We are given 2xy - y^3 = 4. Let us differentiate both sides with respect to x. That is to say, we'll do d/dx of 2xy - d/dx of y^3 = d/dx of 4. Now, the derivative of 2x times y with respect to x, since there are two variables involved, we'll apply the product rule. Correct. So, we can write this as derivative of 2x times y plus 2x times dy/dx. In the second case, we can apply the chain rule. We can write this as d/dy of y^3 times dy/dx. Great. Here, we know the derivative of a constant is 0. Perfect. Now, we can combine or rather factor dy/dx and then find what dy/dx is.
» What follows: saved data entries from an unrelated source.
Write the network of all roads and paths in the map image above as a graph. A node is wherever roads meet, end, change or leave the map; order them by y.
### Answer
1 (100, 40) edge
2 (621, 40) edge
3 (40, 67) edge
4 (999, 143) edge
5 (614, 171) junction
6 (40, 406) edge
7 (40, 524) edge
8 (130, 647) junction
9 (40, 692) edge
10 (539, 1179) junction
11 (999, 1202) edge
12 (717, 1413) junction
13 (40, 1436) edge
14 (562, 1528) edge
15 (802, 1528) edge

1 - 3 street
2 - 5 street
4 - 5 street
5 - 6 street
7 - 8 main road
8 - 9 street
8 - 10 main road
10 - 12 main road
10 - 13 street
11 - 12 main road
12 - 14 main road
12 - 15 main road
The derivative of 2x is 2, so we get 2y in the first case, plus 2x dy/dx. Minus the derivative of y^3 with respect to y will be 3y^2, and we have d/dx equal to 0. Now, you can take dy/dx common and take 2y to the other side. Correct. So, we can write this as dy/dx times (2x - 3y^2) = 2y. Dividing by this factor, we get dy/dx is equal to 2y / (2x - 3y^2). Correct. That is the derivative.

Now, we need to find the slope of the tangent line at a given point. Right. So, let's do that part. We already found the derivative. Now, let's find the slope at (3, 2). Right. So, dy/dx is equal to (2y) / (2x - 3y^2). We'll just substitute these values: x = 3, y = 2. So, we have (2 * 2) / (2 * 3 - 3 * 2^2). That gives us 4 / (6 - 12). Correct. Or it is 4 / -6, which simplifies to -2 / 3. So, the slope at the given point is -2 / 3. That's our answer.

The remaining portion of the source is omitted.